Si possono seguire attraverso quattrocento pagine di epistolario gli impegni di governo e l’elaborazione della politica comunista: importanti, ad esempio, gli scambi con Togliatti, la traduzione del «caso Lysenko», le polemiche culturali (il marxismo come «filosofia di massa» e «pugno nello stomaco») e la stessa ricezione dei fatti del 1956. Accanto alla politica e alla politica culturale, gli studi e dunque i progetti editoriali, i libri e le ricerche minuziose: lo «studiar qualcosa che agli altri sembra strano ed inutile» cui dedicava un serrato lavoro notturno, che ne fece uno dei più grandi storici delle campagne italiane, curioso e raffinato, capace di spaziare dall’antichità al Novecento. Non mancava di interessarsi persino di giardinaggio, dischi microsolco e romanzi di fantascienza, come emerge dalle lunghe e intense lettere ai familiari.

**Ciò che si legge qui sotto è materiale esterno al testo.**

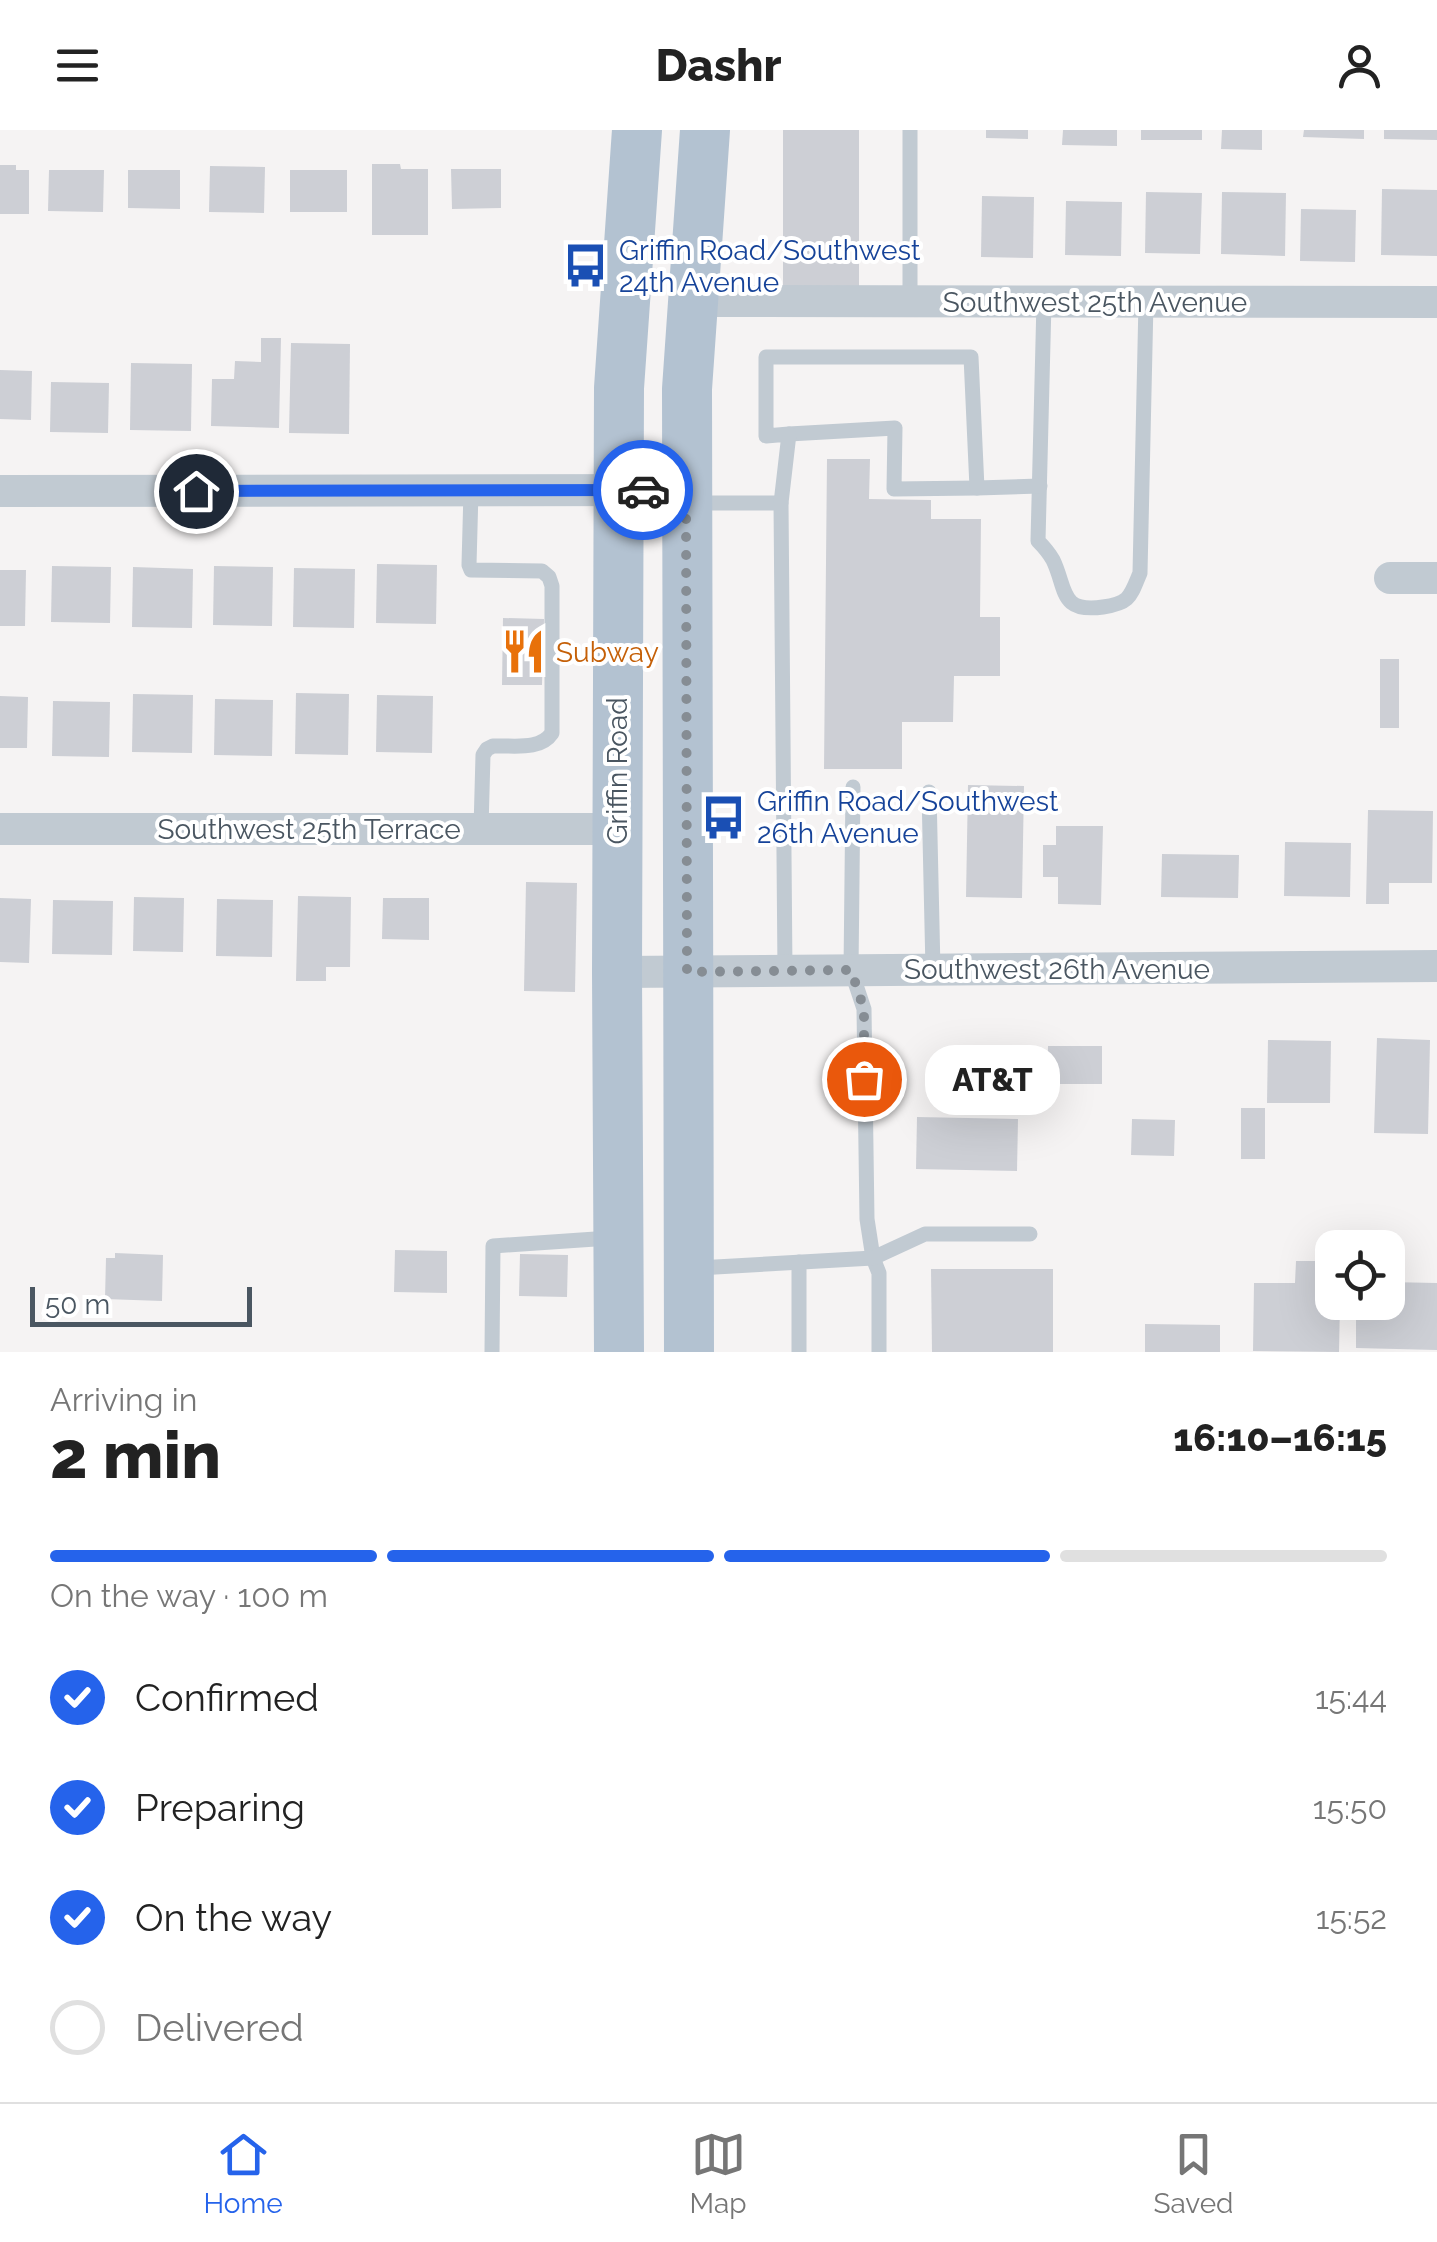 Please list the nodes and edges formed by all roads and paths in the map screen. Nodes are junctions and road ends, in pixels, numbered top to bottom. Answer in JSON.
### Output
{"nodes":[{"id":1,"x":637,"y":130,"type":"edge"},
{"id":2,"x":705,"y":130,"type":"edge"},
{"id":3,"x":910,"y":130,"type":"edge"},
{"id":4,"x":692,"y":301,"type":"junction"},
{"id":5,"x":910,"y":302,"type":"junction"},
{"id":6,"x":1044,"y":302,"type":"junction"},
{"id":7,"x":1146,"y":302,"type":"junction"},
{"id":8,"x":1437,"y":302,"type":"edge"},
{"id":9,"x":789,"y":434,"type":"junction"},
{"id":10,"x":1040,"y":486,"type":"junction"},
{"id":11,"x":977,"y":488,"type":"junction"},
{"id":12,"x":470,"y":490,"type":"junction"},
{"id":13,"x":618,"y":490,"type":"junction"},
{"id":14,"x":0,"y":491,"type":"edge"},
{"id":15,"x":686,"y":496,"type":"junction"},
{"id":16,"x":781,"y":503,"type":"junction"},
{"id":17,"x":1390,"y":578,"type":"dead end"},
{"id":18,"x":1437,"y":578,"type":"edge"},
{"id":19,"x":853,"y":786,"type":"dead end"},
{"id":20,"x":930,"y":792,"type":"dead end"},
{"id":21,"x":0,"y":829,"type":"edge"},
{"id":22,"x":481,"y":829,"type":"junction"},
{"id":23,"x":617,"y":829,"type":"junction"},
{"id":24,"x":1437,"y":966,"type":"edge"},
{"id":25,"x":851,"y":970,"type":"junction"},
{"id":26,"x":933,"y":970,"type":"junction"},
{"id":27,"x":785,"y":971,"type":"junction"},
{"id":28,"x":617,"y":972,"type":"junction"},
{"id":29,"x":687,"y":972,"type":"junction"},
{"id":30,"x":1030,"y":1234,"type":"dead end"},
{"id":31,"x":618,"y":1238,"type":"junction"},
{"id":32,"x":873,"y":1258,"type":"junction"},
{"id":33,"x":800,"y":1262,"type":"junction"},
{"id":34,"x":688,"y":1268,"type":"junction"},
{"id":35,"x":492,"y":1352,"type":"edge"},
{"id":36,"x":619,"y":1352,"type":"edge"},
{"id":37,"x":689,"y":1352,"type":"edge"},
{"id":38,"x":800,"y":1352,"type":"edge"},
{"id":39,"x":879,"y":1352,"type":"edge"}],
"edges":[{"from":1,"to":13,"type":"main road","name":"Griffin Road"},
{"from":2,"to":4,"type":"main road"},
{"from":3,"to":5,"type":"lane"},
{"from":4,"to":5,"type":"street","name":"Southwest 25th Avenue"},
{"from":4,"to":15,"type":"main road"},
{"from":5,"to":6,"type":"street","name":"Southwest 25th Avenue"},
{"from":6,"to":7,"type":"street","name":"Southwest 25th Avenue"},
{"from":6,"to":10,"type":"lane"},
{"from":7,"to":8,"type":"street","name":"Southwest 25th Avenue"},
{"from":7,"to":10,"type":"lane"},
{"from":9,"to":11,"type":"lane"},
{"from":9,"to":11,"type":"lane"},
{"from":9,"to":16,"type":"lane"},
{"from":10,"to":11,"type":"lane"},
{"from":12,"to":13,"type":"street"},
{"from":12,"to":14,"type":"street"},
{"from":12,"to":22,"type":"lane"},
{"from":13,"to":15,"type":"street"},
{"from":13,"to":23,"type":"main road","name":"Griffin Road"},
{"from":15,"to":16,"type":"lane"},
{"from":15,"to":29,"type":"main road"},
{"from":16,"to":27,"type":"lane"},
{"from":17,"to":18,"type":"street"},
{"from":19,"to":25,"type":"lane"},
{"from":20,"to":26,"type":"lane"},
{"from":21,"to":22,"type":"street","name":"Southwest 25th Terrace"},
{"from":22,"to":23,"type":"street","name":"Southwest 25th Terrace"},
{"from":23,"to":28,"type":"main road","name":"Griffin Road"},
{"from":24,"to":26,"type":"street","name":"Southwest 26th Avenue"},
{"from":25,"to":26,"type":"street","name":"Southwest 26th Avenue"},
{"from":25,"to":27,"type":"street","name":"Southwest 26th Avenue"},
{"from":25,"to":32,"type":"lane"},
{"from":27,"to":29,"type":"street","name":"Southwest 26th Avenue"},
{"from":28,"to":29,"type":"street","name":"Southwest 26th Avenue"},
{"from":28,"to":31,"type":"main road","name":"Griffin Road"},
{"from":29,"to":34,"type":"main road"},
{"from":30,"to":32,"type":"lane"},
{"from":31,"to":35,"type":"lane"},
{"from":31,"to":36,"type":"main road","name":"Griffin Road"},
{"from":32,"to":33,"type":"lane"},
{"from":32,"to":39,"type":"lane"},
{"from":33,"to":34,"type":"lane"},
{"from":33,"to":38,"type":"lane"},
{"from":34,"to":37,"type":"main road"}]}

«Ancora oggi – scriveva nell’aprile del 1953 alla sorella Lea – non rinunzio mai a battermi contro quel che mi pare non vada bene, anche se si tratta, qualche volta, di battere la testa contro il muro. So che, in politica, e perciò anche dal punto di vista morale, ciò non è sempre giusto; ma anche alla mia età, e con la mia corporatura (che oramai è piuttosto da Sancho) non ho saputo sinora trovare troppo ridicolo l’ideale di Don Chisciotte».